GithubHelp home page GithubHelp logo

hdf5_wrapper's Introduction

HDF5 wrapper

HDF5 Installation

Download the tar ball from the official homepage. Make sure to always use the latest version (currently: 1.12.2). Older versions (1.8 and below) may result in unintentional problems, especially with non-native datatypes like logical. Installation for e.g. gnu compiler is done via

tar xf hdf5-x.y.z.tar.gz
cd hdf5-x.y.z
CC=gcc
FC=gfortran
mkdir /home/USER/opt
./configure --enable-fortran --prefix=/home/USER/opt/hdf5-x.y.z_gcc
make
make check
make install

For more detailed library information please refer to [Libraries and tools reference].

Wrapper installation

Compile the file hdf5_wrapper.F90 with proper linking to your local hdf5 library. In your program use the binding use hdf5_wrapper to use the wrapper (see test_example.f90). A minimalistic compilation script can be found in compile_gfortran.sh and compile_ifort.sh.

General thoughts

This wrapper tries to mimic unix-like behavior: Group and dataset access is done with typical unix-like path formalism (/ is the root folder; nested groups can be created via /group1/group2) similarly to the Python library h5py. The data read-in routines can be used by simply providing allocatable data arrays of the most commonly used datatypes in Fortran (see below). Please note that there are no dimensionality or datatype checks. While the majority of routines are subroutines (call keyword required) some are simple functions which either return logical or integer datatypes. These are marked accordingly in Summary of commands.
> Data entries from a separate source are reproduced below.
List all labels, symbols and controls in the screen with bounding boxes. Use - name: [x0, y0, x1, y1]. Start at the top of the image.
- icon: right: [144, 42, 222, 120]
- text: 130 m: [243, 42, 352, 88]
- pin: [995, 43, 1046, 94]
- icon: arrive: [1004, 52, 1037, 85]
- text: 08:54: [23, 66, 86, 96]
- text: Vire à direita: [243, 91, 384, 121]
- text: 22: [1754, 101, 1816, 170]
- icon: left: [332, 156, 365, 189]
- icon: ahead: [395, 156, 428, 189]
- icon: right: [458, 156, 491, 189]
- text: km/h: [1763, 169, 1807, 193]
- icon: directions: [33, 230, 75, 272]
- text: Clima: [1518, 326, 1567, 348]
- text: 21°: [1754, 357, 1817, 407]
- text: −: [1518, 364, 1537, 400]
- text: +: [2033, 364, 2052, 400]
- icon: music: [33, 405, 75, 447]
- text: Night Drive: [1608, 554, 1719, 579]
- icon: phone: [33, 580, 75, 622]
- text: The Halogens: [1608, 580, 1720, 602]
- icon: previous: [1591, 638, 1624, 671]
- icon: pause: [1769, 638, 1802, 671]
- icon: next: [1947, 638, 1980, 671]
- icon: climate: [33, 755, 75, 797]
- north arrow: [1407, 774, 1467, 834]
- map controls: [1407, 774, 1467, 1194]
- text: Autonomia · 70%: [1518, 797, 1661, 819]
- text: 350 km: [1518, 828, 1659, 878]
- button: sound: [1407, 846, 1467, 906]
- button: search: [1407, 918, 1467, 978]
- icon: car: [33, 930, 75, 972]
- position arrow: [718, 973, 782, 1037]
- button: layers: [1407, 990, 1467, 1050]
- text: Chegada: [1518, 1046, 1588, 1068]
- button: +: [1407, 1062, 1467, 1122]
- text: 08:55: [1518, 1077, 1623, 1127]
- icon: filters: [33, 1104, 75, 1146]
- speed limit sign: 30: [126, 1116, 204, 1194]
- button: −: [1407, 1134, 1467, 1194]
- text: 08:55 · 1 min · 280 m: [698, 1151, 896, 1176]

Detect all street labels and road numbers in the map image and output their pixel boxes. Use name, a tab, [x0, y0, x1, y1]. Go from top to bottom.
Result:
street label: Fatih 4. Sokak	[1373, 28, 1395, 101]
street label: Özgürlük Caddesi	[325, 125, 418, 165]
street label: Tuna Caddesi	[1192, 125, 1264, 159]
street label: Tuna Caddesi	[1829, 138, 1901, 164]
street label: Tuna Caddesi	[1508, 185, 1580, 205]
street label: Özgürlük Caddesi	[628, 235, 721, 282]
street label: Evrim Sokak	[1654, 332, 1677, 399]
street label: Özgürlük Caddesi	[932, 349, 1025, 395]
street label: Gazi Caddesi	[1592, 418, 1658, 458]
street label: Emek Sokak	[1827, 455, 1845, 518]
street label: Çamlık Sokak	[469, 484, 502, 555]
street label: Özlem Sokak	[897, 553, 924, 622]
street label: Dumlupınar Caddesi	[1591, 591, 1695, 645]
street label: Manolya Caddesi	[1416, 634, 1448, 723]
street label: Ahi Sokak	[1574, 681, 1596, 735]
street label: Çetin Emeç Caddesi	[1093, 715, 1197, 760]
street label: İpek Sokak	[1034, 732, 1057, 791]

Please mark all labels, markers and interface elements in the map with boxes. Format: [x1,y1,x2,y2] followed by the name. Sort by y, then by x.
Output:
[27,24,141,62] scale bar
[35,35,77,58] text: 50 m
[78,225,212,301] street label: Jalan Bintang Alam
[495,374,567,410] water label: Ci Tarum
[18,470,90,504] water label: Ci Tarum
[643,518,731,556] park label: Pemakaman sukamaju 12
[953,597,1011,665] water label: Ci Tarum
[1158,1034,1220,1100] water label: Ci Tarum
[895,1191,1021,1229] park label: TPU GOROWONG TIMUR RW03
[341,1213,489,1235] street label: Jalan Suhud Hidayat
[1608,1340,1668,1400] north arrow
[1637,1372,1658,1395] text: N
Implicit data transposition

One of the biggest pitfalls when handling hdf5 files with Fortran is the implicit data transposition. While languages like C and Python employ row-major ordering, Fortran employs column-major ordering. This must be kept in mind when interfacing these languages. Creating a three-dimensional dataset with a shape of [4, 8, 2] via this wrapper will naturally result in an array shape with a full transposition [2, 8, 4] in C, Python, and tools like h5ls provided by the HDF5 library.

A few handy commands

Inspecting hdf5 files from the shell can easily be done with h5ls. Some helpful flags include

  • h5ls -lr: (r)ecursively (l)ist all groups and datasets
  • h5ls -vlr: (v)erbosely and (r)ecursively (l)ist everything (this includes attributes, datatypes, etc.)
  • h5ls -d: inspect the (d)ata directly by simply appending the full unix-like path after the file without space (e.g. file.hdf5/group1/dset)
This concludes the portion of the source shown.